- **EXERCISE REQUIREMENTS**
From the data that follows, copy every line with the string "Bill".

==*==

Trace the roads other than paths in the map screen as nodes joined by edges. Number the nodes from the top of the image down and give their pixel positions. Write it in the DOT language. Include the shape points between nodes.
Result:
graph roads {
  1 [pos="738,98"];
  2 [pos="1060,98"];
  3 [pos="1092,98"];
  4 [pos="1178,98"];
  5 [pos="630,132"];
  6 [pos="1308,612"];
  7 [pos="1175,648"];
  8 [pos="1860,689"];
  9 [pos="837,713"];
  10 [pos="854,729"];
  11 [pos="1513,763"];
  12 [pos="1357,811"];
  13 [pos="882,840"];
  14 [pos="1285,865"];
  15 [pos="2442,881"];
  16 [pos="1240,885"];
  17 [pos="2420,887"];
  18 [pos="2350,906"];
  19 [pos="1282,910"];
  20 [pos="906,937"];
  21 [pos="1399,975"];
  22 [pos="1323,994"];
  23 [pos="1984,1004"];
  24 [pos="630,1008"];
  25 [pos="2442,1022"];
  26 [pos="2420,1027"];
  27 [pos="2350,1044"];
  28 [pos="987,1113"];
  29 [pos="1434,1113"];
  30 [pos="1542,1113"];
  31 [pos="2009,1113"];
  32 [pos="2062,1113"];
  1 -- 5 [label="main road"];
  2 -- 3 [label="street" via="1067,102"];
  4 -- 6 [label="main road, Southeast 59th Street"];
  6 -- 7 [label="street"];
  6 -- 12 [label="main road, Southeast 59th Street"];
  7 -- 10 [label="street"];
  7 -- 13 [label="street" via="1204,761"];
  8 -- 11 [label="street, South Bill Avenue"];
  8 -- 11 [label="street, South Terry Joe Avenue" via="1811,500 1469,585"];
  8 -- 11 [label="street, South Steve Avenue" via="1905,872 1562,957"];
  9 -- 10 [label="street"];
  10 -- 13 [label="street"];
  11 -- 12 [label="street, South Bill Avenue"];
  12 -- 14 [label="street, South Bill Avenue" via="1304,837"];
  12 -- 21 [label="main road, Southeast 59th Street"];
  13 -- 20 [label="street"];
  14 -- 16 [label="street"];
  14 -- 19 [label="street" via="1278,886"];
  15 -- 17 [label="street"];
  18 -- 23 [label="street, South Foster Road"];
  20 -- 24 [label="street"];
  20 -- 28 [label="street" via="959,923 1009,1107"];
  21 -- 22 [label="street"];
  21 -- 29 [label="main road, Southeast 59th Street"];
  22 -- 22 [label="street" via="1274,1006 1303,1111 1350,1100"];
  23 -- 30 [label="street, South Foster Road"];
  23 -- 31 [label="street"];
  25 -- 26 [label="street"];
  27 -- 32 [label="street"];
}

==*==

- **EXERCISE ANSWER**
  8 -- 11 [label="street, South Bill Avenue"];
  11 -- 12 [label="street, South Bill Avenue"];
  12 -- 14 [label="street, South Bill Avenue" via="1304,837"];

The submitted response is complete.